Para Gilmar Mendes, medidas desse tipo ferem princípios constitucionais e representam abusos no exercício das investigações parlamentares. “É preciso que as más práticas sejam debeladas e essas duas CPIs têm um dicionário de abuso”, afirmou.
O ministro ressaltou que decisões que envolvem quebra de sigilo devem seguir critérios rigorosos, semelhantes aos aplicados pelo Judiciário. “Decisão equivalente à de autoridade judicial. Autoridade judicial decide com fundamentos a quebra de sigilo conglobada, o que significa, sem fundamentação, isso obviamente é inconstitucional”, declarou.
Sem citar casos específicos inicialmente, Gilmar também condenou o vazamento de informações obtidas por meio dessas medidas. “Como também é deplorável que quebrem sigilo e divulguem, vazem. Abominável, abominável. É crime, mas se vale de uma prática de crime coletivo e não deixa de ser crime por conta disso”, disse.
Em outro momento, reforçou: “Os senhores sabem que é ilegal.
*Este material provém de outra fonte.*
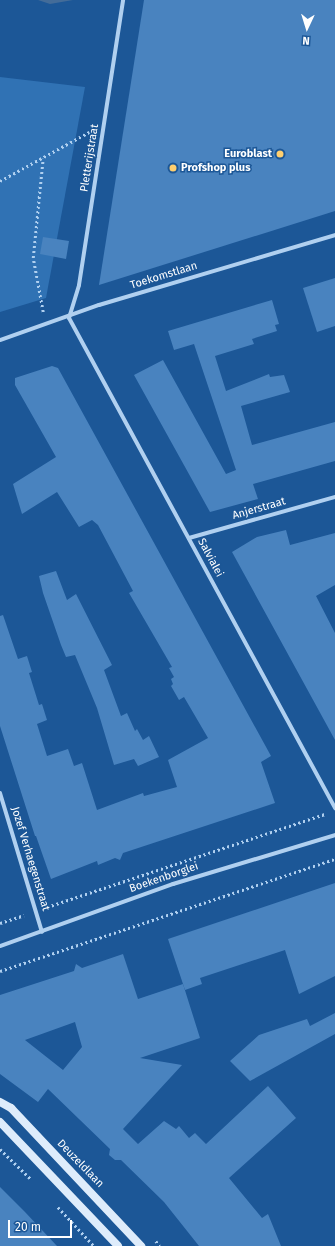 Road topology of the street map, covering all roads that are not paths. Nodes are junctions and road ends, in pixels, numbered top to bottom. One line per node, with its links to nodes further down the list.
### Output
1 (123, 0): 3 (street, Pletterijstraat)
2 (335, 235): 3 (street, Toekomstlaan)
3 (69, 318): 4 (street, Toekomstlaan); 6 (street, Salvialei)
4 (0, 340)
5 (335, 497): 6 (street, Anjerstraat)
6 (189, 538): 8 (street, Salvialei)
7 (0, 793): 10 (street, Jozef Verhaegenstraat)
8 (335, 808)
9 (335, 835): 10 (street, Boekenborglei)
10 (42, 932): 11 (street, Boekenborglei)
11 (0, 946)
12 (0, 1102): 15 (street, Deuzeldlaan)
13 (0, 1122): 14 (street)
14 (118, 1246)
15 (141, 1246)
Sabem que é inconstitucional. É deplorável que quebrem sigilo e vazem. Abominável”. Durante a sessão, o ministro Alexandre de Moraes interrompeu para acrescentar: “É criminoso”.
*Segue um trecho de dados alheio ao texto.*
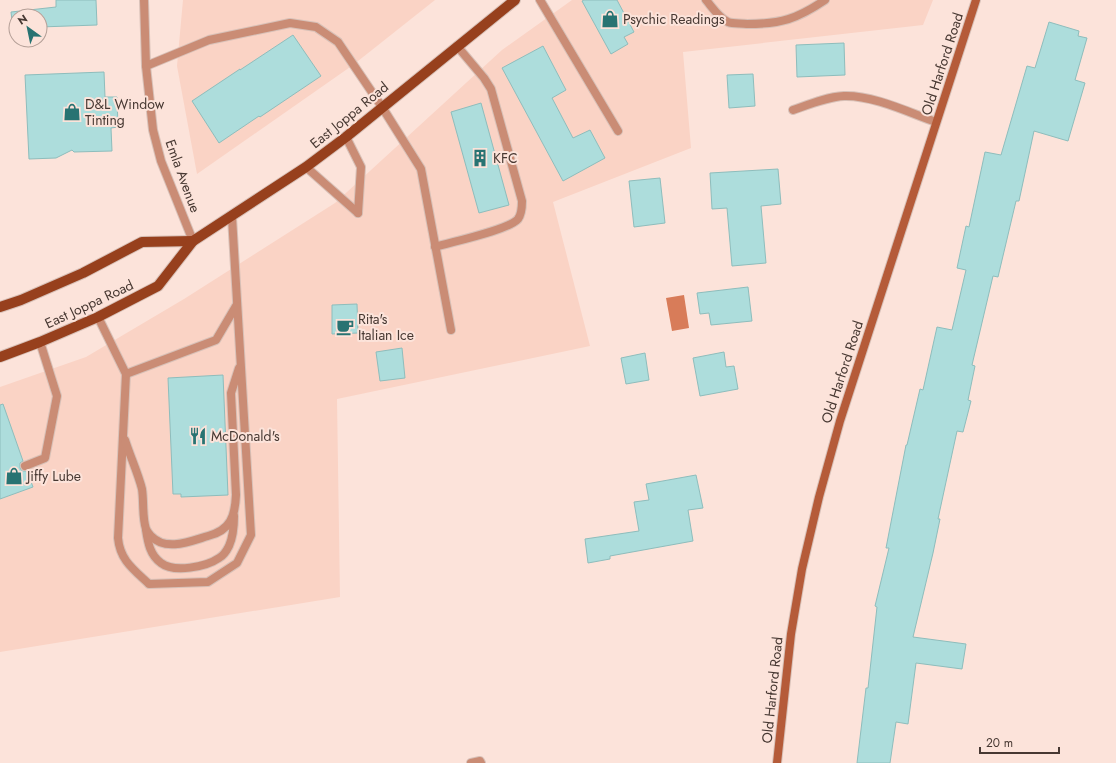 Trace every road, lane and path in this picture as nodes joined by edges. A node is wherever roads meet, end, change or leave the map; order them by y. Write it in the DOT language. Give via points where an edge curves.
graph roads {
  1 [pos="144,0"];
  2 [pos="515,0"];
  3 [pos="540,0"];
  4 [pos="706,0"];
  5 [pos="825,0"];
  6 [pos="976,0"];
  7 [pos="457,46"];
  8 [pos="146,66"];
  9 [pos="382,107"];
  10 [pos="794,110"];
  11 [pos="936,122"];
  12 [pos="618,131"];
  13 [pos="346,137"];
  14 [pos="306,166"];
  15 [pos="232,217"];
  16 [pos="194,241"];
  17 [pos="435,247"];
  18 [pos="236,306"];
  19 [pos="0,307"];
  20 [pos="98,317"];
  21 [pos="451,330"];
  22 [pos="40,342"];
  23 [pos="0,357"];
  24 [pos="240,364"];
  25 [pos="126,374"];
  26 [pos="123,436"];
  27 [pos="25,466"];
  28 [pos="235,510"];
  29 [pos="146,530"];
  30 [pos="471,763"];
  31 [pos="481,763"];
  32 [pos="777,763"];
  1 -- 8 [label="street, Emla Avenue"];
  2 -- 7 [label="main road, East Joppa Road"];
  3 -- 12 [label="street"];
  4 -- 5 [label="street" via="728,22 755,24 792,20"];
  6 -- 11 [label="street, Old Harford Road"];
  7 -- 9 [label="main road, East Joppa Road"];
  7 -- 17 [label="street" via="491,89 522,201 518,220 507,227"];
  8 -- 9 [label="street" via="209,40 290,23 316,27 338,42"];
  8 -- 16 [label="street, Emla Avenue" via="153,130 161,162"];
  9 -- 13 [label="main road, East Joppa Road"];
  9 -- 17 [label="street" via="420,169"];
  10 -- 11 [label="street" via="821,100 844,96 862,97"];
  11 -- 32 [label="street, Old Harford Road" via="840,421 819,497 802,569 791,634"];
  13 -- 14 [label="main road, East Joppa Road"];
  13 -- 14 [label="street" via="361,167 358,213"];
  14 -- 15 [label="main road, East Joppa Road"];
  15 -- 16 [label="main road, East Joppa Road"];
  15 -- 18 [label="street"];
  16 -- 19 [label="main road" via="142,242 83,273"];
  16 -- 20 [label="main road, East Joppa Road" via="158,286"];
  17 -- 21 [label="street"];
  18 -- 24 [label="street"];
  18 -- 25 [label="street" via="216,340"];
  20 -- 22 [label="main road, East Joppa Road"];
  20 -- 25 [label="street"];
  22 -- 23 [label="main road, East Joppa Road"];
  22 -- 27 [label="street" via="57,396 45,458"];
  24 -- 26 [label="street" via="251,534 236,563 208,582 149,584 126,562 119,548 118,538"];
  24 -- 28 [label="street" via="231,393"];
  25 -- 26 [label="street"];
  26 -- 29 [label="street" via="142,489"];
  28 -- 29 [label="street" via="230,523 218,533 190,542 168,545 156,541"];
  28 -- 29 [label="street" via="229,546 220,557 210,563 188,568 178,569 161,563 152,554"];
  30 -- 31 [label="street" via="480,760"];
}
Gilmar Mendes citou ainda o caso do banqueiro Daniel Vorcaro, que teve uma conversa íntima divulgada. “Lamentável, criminoso que isso tenha ocorrido”, afirmou.
O ministro também enfatizou a necessidade de fundamentação nas decisões judiciais e parlamentares. “Não é preciso ser alfabetizado para saber que isso é inconstitucional. Juiz que decide sem fundamentação produziu um NADA jurídico. Os senhores precisam atuar como juízes”, declarou.
As críticas ocorreram no contexto do julgamento que analisou a decisão de André Mendonça, que havia prorrogado a CPMI do INSS. A medida previa a extensão do prazo da comissão e estabelecia 48 horas para que o presidente do Congresso Nacional, Davi Alcolumbre, realizasse a leitura do requerimento, sob pena de prorrogação automática.
O caso ganhou repercussão após o vazamento de dados extraídos do celular de Daniel Vorcaro, no âmbito da CPMI. O STF atribuiu a divulgação a parlamentares que tiveram acesso ao material durante as investigações.
No julgamento concluído nesta quinta-feira (26), o Supremo Tribunal Federal decidiu derrubar a decisão de André Mendonça que prorrogava os trabalhos da comissão por mais 60 dias. Com isso, a CPMI do INSS terá o prazo final mantido para a conclusão das investigações e apresentação do relatório.
O placar foi de 8 votos a 2 contra a prorrogação. Além de Alexandre de Moraes, votaram contra os ministros Flávio Dino, Cristiano Zanin, Nunes Marques, Dias Toffoli, Cármen Lúcia, Gilmar Mendes e Edson Fachin.
Ficaram vencidos o relator, André Mendonça, e o ministro Luiz Fux, que defendiam a continuidade dos trabalhos.